Let's assume you are not using a Queue but an api to an actual system. The issue I see is related to:

    if(bool.getAndSet(false))
    {
        // Sending the request to first system
        output.add("Request to System1");
    }
    else if(!bool.getAndSet(true))
    {
        // Sending the request to second system
        output.add("Request to System2");
    }     

What if both conditionals fail? How is that possible? Imagine upon entering the first if the bool is true. Then you try to set it to false, but another thread beat you to it so you see false. You then try the else if. Now what if the else if when you get there is false, but set to true buy another thread? In that case both tries will fail.
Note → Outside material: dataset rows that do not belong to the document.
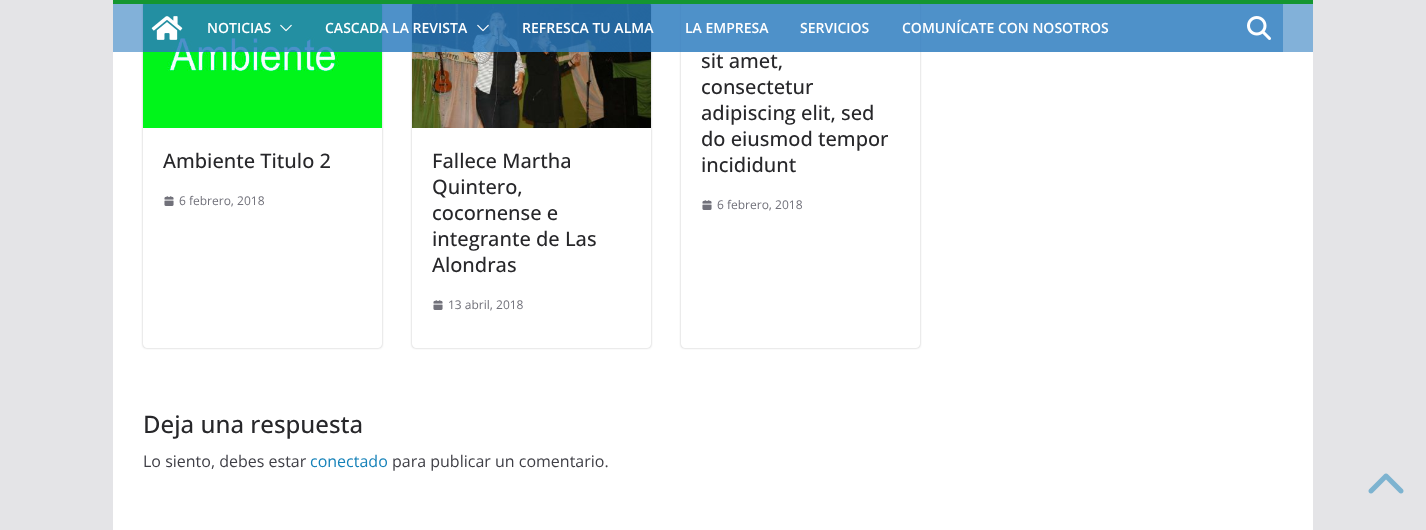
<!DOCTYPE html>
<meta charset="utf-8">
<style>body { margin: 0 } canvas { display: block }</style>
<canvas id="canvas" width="1426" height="530"></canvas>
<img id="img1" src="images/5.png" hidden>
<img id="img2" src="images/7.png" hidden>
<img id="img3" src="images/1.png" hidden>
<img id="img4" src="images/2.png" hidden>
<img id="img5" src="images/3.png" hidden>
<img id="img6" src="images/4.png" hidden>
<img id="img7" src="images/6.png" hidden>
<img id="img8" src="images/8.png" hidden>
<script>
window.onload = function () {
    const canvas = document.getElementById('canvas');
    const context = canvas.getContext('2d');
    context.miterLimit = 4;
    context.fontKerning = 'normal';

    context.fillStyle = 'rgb(228, 228, 231)';
    context.fillRect(0, 0, 1426, 530);
    context.fillStyle = 'rgb(255, 255, 255)';
    context.fillRect(113, 4, 1200, 526);
    context.save();
    context.beginPath();
    context.moveTo(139, 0);
    context.lineTo(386, 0);
    context.lineTo(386, 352);
    context.lineTo(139, 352);
    context.closePath();
    context.moveTo(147, 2);
    context.lineTo(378, 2);
    context.bezierCurveTo(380, 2, 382, 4, 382, 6);
    context.lineTo(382, 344);
    context.bezierCurveTo(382, 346, 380, 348, 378, 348);
    context.lineTo(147, 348);
    context.bezierCurveTo(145, 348, 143, 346, 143, 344);
    context.lineTo(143, 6);
    context.bezierCurveTo(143, 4, 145, 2, 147, 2);
    context.closePath();
    context.clip('evenodd');
    context.fillStyle = 'rgba(0, 0, 0, 0.24)';
    context.filter = 'blur(1px)';
    context.beginPath();
    context.roundRect(143, 2, 239, 346, 4);
    context.fill();
    context.filter = 'none';
    context.restore();
    context.drawImage(document.getElementById('img1'), 143, 4, 239, 124);
    context.save();
    context.beginPath();
    context.moveTo(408, 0);
    context.lineTo(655, 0);
    context.lineTo(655, 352);
    context.lineTo(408, 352);
    context.closePath();
    context.moveTo(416, 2);
    context.lineTo(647, 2);
    context.bezierCurveTo(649, 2, 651, 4, 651, 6);
    context.lineTo(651, 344);
    context.bezierCurveTo(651, 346, 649, 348, 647, 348);
    context.lineTo(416, 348);
    context.bezierCurveTo(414, 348, 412, 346, 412, 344);
    context.lineTo(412, 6);
    context.bezierCurveTo(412, 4, 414, 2, 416, 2);
    context.closePath();
    context.clip('evenodd');
    context.fillStyle = 'rgba(0, 0, 0, 0.24)';
    context.filter = 'blur(1px)';
    context.beginPath();
    context.roundRect(412, 2, 239, 346, 4);
    context.fill();
    context.filter = 'none';
    context.restore();
    context.drawImage(document.getElementById('img2'), 412, 4, 239, 124);
    context.save();
    context.beginPath();
    context.moveTo(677, 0);
    context.lineTo(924, 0);
    context.lineTo(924, 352);
    context.lineTo(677, 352);
    context.closePath();
    context.moveTo(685, 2);
    context.lineTo(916, 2);
    context.bezierCurveTo(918, 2, 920, 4, 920, 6);
    context.lineTo(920, 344);
    context.bezierCurveTo(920, 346, 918, 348, 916, 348);
    context.lineTo(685, 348);
    context.bezierCurveTo(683, 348, 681, 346, 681, 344);
    context.lineTo(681, 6);
    context.bezierCurveTo(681, 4, 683, 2, 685, 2);
    context.closePath();
    context.clip('evenodd');
    context.fillStyle = 'rgba(0, 0, 0, 0.24)';
    context.filter = 'blur(1px)';
    context.beginPath();
    context.roundRect(681, 2, 239, 346, 4);
    context.fill();
    context.filter = 'none';
    context.restore();
    context.fillStyle = 'rgba(43, 122, 191, 0.59)';
    context.fillRect(113, 4, 1200, 48);
    context.fillStyle = 'rgb(20, 150, 49)';
    context.fillRect(113, 0, 1200, 4);
    context.fillStyle = 'rgba(43, 122, 191, 0.59)';
    context.fillRect(143, 4, 1140, 48);
    context.drawImage(document.getElementById('img3'), 151, 16, 32, 24);
    context.drawImage(document.getElementById('img4'), 280, 24, 12, 8);
    context.drawImage(document.getElementById('img5'), 477, 24, 12, 8);
    context.drawImage(document.getElementById('img6'), 1247, 16, 24, 24);
    context.drawImage(document.getElementById('img7'), 164, 196, 10, 10);
    context.drawImage(document.getElementById('img7'), 433, 300, 10, 10);
    context.drawImage(document.getElementById('img7'), 702, 200, 10, 10);
    context.drawImage(document.getElementById('img8'), 1368, 473, 36, 21);
    context.font = '600 14px Open Sans';
    context.fillStyle = 'rgb(255, 255, 255)';
    context.fillText('NOTICIAS', 207, 33);
    context.fillText('CASCADA LA REVISTA', 325, 33);
    context.fillText('REFRESCA TU ALMA', 522, 33);
    context.fillText('LA EMPRESA', 685, 33);
    context.fillText('SERVICIOS', 800, 33);
    context.fillText('COMUNÍCATE CON NOSOTROS', 902, 33);
    context.font = '500 20px Open Sans';
    context.fillStyle = 'rgb(39, 39, 42)';
    context.fillText('Ambiente Titulo 2', 163, 168);
    context.font = '12px Open Sans';
    context.fillStyle = 'rgb(113, 113, 122)';
    context.fillText('6 febrero, 2018', 179, 205);
    context.font = '500 20px Open Sans';
    context.fillStyle = 'rgb(39, 39, 42)';
    context.fillText('Fallece Martha', 432, 168);
    context.fillText('Quintero,', 432, 194);
    context.fillText('cocornense e', 432, 220);
    context.fillText('integrante de Las', 432, 246);
    context.fillText('Alondras', 432, 272);
    context.font = '12px Open Sans';
    context.fillStyle = 'rgb(113, 113, 122)';
    context.fillText('13 abril, 2018', 448, 309);
    context.font = '500 20px Open Sans';
    context.fillStyle = 'rgb(39, 39, 42)';
    context.fillText('sit amet,', 701, 68);
    context.fillText('consectetur', 701, 94);
    context.fillText('adipiscing elit, sed', 701, 120);
    context.fillText('do eiusmod tempor', 701, 146);
    context.fillText('incididunt', 701, 172);
    context.font = '12px Open Sans';
    context.fillStyle = 'rgb(113, 113, 122)';
    context.fillText('6 febrero, 2018', 717, 209);
    context.font = '500 24px Open Sans';
    context.fillStyle = 'rgb(39, 39, 42)';
    context.fillText('Deja una respuesta', 143, 433);
    context.font = '16px Open Sans';
    context.fillStyle = 'rgb(63, 63, 70)';
    context.fillText('Lo siento, debes estar', 143, 467);
    context.fillStyle = 'rgb(22, 130, 185)';
    context.fillText('conectado', 310, 467);
    context.fillStyle = 'rgb(63, 63, 70)';
    context.fillText('para publicar un comentario.', 392, 467);
};
</script>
I would refactor this to look like:

while(true){
  boolean current = bool.get();
  if(bool.compareAndSet(current, !current){
     if(current){ 
        //send request to first system
     } else {
        //send request to second system
     }
     return;
  }
}

---

As Sean Bright mentioned, because your are adding to a queue, even if you implement it like I have above, you may still see some values out of order because the Queue itself is not part of the synchronization with the AtomicBoolean.

Answer 3

Since your requirement is basically: implement an atomic operation that

1. evaluates and flips a boolean (or evaluates a modulo and increments a counter in the generic n servers case) and
2. inserts an entry into a queue based on the result of step 1,

you cannot really accomplish that by making steps 1 and 2 individually thread-safe; you have to synchronize steps 1 and 2 together.

Here's a simple implementation that should work:

import java.util.LinkedList;
import java.util.Queue;

public class RoundRobinLogic implements Runnable 
{
    private static boolean bool = true;
    public static final Queue<String> OUTPUT = new LinkedList<String>();
    private static final Object LOCK = new Object();

    @Override
    public void run() {
        synchronized (LOCK) {
            OUTPUT.add(bool ? "Request to System1" : "Request to System2");
            bool = !bool;
        }
    }
}

Regarding your questions:

1. You cannot avoid blocking if you need to synchronize two higher-than-processor-level operations together. Classes in java.util.concurrent.atomic employ machine-level atomic instructions, which is why code that uses these classes (usually, depending on platform) does not need to block.
2. In your implementation, AtomicBoolean did not fail. Instead, there was a race condition between reading the boolean and adding an element into the queue.